**EXERCISE DETAILS**
Output the records in full, exactly as given.
Top of INFORMATION SHOWN
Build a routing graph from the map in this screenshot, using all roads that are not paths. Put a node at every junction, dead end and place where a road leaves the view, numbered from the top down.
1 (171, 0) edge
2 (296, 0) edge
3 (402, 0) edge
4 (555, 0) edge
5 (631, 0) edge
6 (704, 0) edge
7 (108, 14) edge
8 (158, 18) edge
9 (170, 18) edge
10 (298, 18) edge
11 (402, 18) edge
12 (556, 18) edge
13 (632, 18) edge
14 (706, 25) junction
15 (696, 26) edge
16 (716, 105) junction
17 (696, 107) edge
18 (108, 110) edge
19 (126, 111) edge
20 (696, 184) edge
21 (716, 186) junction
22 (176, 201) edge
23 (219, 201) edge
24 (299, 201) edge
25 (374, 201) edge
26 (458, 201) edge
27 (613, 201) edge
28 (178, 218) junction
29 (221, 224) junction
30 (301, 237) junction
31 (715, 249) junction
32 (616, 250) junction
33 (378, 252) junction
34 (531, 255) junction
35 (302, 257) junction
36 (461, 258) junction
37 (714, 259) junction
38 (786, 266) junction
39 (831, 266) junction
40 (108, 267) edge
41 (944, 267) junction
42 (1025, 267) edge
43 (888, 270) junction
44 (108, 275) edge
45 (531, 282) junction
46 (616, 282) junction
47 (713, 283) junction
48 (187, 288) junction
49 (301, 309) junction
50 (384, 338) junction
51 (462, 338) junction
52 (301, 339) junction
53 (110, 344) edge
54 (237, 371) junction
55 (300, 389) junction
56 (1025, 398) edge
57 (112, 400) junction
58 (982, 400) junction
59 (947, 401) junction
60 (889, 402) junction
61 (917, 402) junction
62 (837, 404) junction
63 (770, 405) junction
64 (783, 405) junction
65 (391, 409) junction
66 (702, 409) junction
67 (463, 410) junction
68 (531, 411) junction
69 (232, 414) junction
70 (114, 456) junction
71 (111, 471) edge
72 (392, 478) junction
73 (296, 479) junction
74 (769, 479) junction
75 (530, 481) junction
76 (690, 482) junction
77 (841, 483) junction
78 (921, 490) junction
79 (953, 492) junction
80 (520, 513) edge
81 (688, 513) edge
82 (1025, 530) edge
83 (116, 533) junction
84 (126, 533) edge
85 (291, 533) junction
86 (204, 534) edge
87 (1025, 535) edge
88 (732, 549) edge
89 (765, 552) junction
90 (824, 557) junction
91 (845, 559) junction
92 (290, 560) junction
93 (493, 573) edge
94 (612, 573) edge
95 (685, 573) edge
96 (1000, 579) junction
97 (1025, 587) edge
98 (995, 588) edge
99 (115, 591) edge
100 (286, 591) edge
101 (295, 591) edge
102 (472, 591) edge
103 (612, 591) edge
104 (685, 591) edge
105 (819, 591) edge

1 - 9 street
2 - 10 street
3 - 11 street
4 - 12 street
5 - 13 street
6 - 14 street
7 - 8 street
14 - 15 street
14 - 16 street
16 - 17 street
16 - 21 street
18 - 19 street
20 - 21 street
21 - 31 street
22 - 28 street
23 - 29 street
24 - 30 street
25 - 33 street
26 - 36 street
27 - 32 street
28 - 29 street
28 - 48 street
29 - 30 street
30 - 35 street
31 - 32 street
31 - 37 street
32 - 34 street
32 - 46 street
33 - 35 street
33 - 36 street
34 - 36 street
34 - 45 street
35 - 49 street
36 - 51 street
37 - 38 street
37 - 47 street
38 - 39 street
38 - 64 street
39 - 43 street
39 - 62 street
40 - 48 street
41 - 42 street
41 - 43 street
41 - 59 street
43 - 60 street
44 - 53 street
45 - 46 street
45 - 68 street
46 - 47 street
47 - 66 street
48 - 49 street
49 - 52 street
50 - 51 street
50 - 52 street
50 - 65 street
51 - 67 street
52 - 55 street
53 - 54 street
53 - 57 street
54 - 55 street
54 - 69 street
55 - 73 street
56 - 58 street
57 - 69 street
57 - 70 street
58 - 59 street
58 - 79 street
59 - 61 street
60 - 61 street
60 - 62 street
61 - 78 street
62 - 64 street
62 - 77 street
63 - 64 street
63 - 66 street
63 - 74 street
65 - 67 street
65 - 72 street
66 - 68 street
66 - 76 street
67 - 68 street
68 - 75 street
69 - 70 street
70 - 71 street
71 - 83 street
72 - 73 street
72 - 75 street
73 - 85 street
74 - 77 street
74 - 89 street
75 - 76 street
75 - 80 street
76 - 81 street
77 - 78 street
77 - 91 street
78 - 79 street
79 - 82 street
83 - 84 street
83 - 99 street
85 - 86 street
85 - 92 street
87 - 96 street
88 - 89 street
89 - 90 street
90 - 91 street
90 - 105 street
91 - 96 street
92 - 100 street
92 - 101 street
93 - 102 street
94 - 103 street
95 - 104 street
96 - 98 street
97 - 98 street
Bottom of INFORMATION SHOWN
**SOLVED EXERCISE**
Build a routing graph from the map in this screenshot, using all roads that are not paths. Put a node at every junction, dead end and place where a road leaves the view, numbered from the top down.
1 (171, 0) edge
2 (296, 0) edge
3 (402, 0) edge
4 (555, 0) edge
5 (631, 0) edge
6 (704, 0) edge
7 (108, 14) edge
8 (158, 18) edge
9 (170, 18) edge
10 (298, 18) edge
11 (402, 18) edge
12 (556, 18) edge
13 (632, 18) edge
14 (706, 25) junction
15 (696, 26) edge
16 (716, 105) junction
17 (696, 107) edge
18 (108, 110) edge
19 (126, 111) edge
20 (696, 184) edge
21 (716, 186) junction
22 (176, 201) edge
23 (219, 201) edge
24 (299, 201) edge
25 (374, 201) edge
26 (458, 201) edge
27 (613, 201) edge
28 (178, 218) junction
29 (221, 224) junction
30 (301, 237) junction
31 (715, 249) junction
32 (616, 250) junction
33 (378, 252) junction
34 (531, 255) junction
35 (302, 257) junction
36 (461, 258) junction
37 (714, 259) junction
38 (786, 266) junction
39 (831, 266) junction
40 (108, 267) edge
41 (944, 267) junction
42 (1025, 267) edge
43 (888, 270) junction
44 (108, 275) edge
45 (531, 282) junction
46 (616, 282) junction
47 (713, 283) junction
48 (187, 288) junction
49 (301, 309) junction
50 (384, 338) junction
51 (462, 338) junction
52 (301, 339) junction
53 (110, 344) edge
54 (237, 371) junction
55 (300, 389) junction
56 (1025, 398) edge
57 (112, 400) junction
58 (982, 400) junction
59 (947, 401) junction
60 (889, 402) junction
61 (917, 402) junction
62 (837, 404) junction
63 (770, 405) junction
64 (783, 405) junction
65 (391, 409) junction
66 (702, 409) junction
67 (463, 410) junction
68 (531, 411) junction
69 (232, 414) junction
70 (114, 456) junction
71 (111, 471) edge
72 (392, 478) junction
73 (296, 479) junction
74 (769, 479) junction
75 (530, 481) junction
76 (690, 482) junction
77 (841, 483) junction
78 (921, 490) junction
79 (953, 492) junction
80 (520, 513) edge
81 (688, 513) edge
82 (1025, 530) edge
83 (116, 533) junction
84 (126, 533) edge
85 (291, 533) junction
86 (204, 534) edge
87 (1025, 535) edge
88 (732, 549) edge
89 (765, 552) junction
90 (824, 557) junction
91 (845, 559) junction
92 (290, 560) junction
93 (493, 573) edge
94 (612, 573) edge
95 (685, 573) edge
96 (1000, 579) junction
97 (1025, 587) edge
98 (995, 588) edge
99 (115, 591) edge
100 (286, 591) edge
101 (295, 591) edge
102 (472, 591) edge
103 (612, 591) edge
104 (685, 591) edge
105 (819, 591) edge

1 - 9 street
2 - 10 street
3 - 11 street
4 - 12 street
5 - 13 street
6 - 14 street
7 - 8 street
14 - 15 street
14 - 16 street
16 - 17 street
16 - 21 street
18 - 19 street
20 - 21 street
21 - 31 street
22 - 28 street
23 - 29 street
24 - 30 street
25 - 33 street
26 - 36 street
27 - 32 street
28 - 29 street
28 - 48 street
29 - 30 street
30 - 35 street
31 - 32 street
31 - 37 street
32 - 34 street
32 - 46 street
33 - 35 street
33 - 36 street
34 - 36 street
34 - 45 street
35 - 49 street
36 - 51 street
37 - 38 street
37 - 47 street
38 - 39 street
38 - 64 street
39 - 43 street
39 - 62 street
40 - 48 street
41 - 42 street
41 - 43 street
41 - 59 street
43 - 60 street
44 - 53 street
45 - 46 street
45 - 68 street
46 - 47 street
47 - 66 street
48 - 49 street
49 - 52 street
50 - 51 street
50 - 52 street
50 - 65 street
51 - 67 street
52 - 55 street
53 - 54 street
53 - 57 street
54 - 55 street
54 - 69 street
55 - 73 street
56 - 58 street
57 - 69 street
57 - 70 street
58 - 59 street
58 - 79 street
59 - 61 street
60 - 61 street
60 - 62 street
61 - 78 street
62 - 64 street
62 - 77 street
63 - 64 street
63 - 66 street
63 - 74 street
65 - 67 street
65 - 72 street
66 - 68 street
66 - 76 street
67 - 68 street
68 - 75 street
69 - 70 street
70 - 71 street
71 - 83 street
72 - 73 street
72 - 75 street
73 - 85 street
74 - 77 street
74 - 89 street
75 - 76 street
75 - 80 street
76 - 81 street
77 - 78 street
77 - 91 street
78 - 79 street
79 - 82 street
83 - 84 street
83 - 99 street
85 - 86 street
85 - 92 street
87 - 96 street
88 - 89 street
89 - 90 street
90 - 91 street
90 - 105 street
91 - 96 street
92 - 100 street
92 - 101 street
93 - 102 street
94 - 103 street
95 - 104 street
96 - 98 street
97 - 98 street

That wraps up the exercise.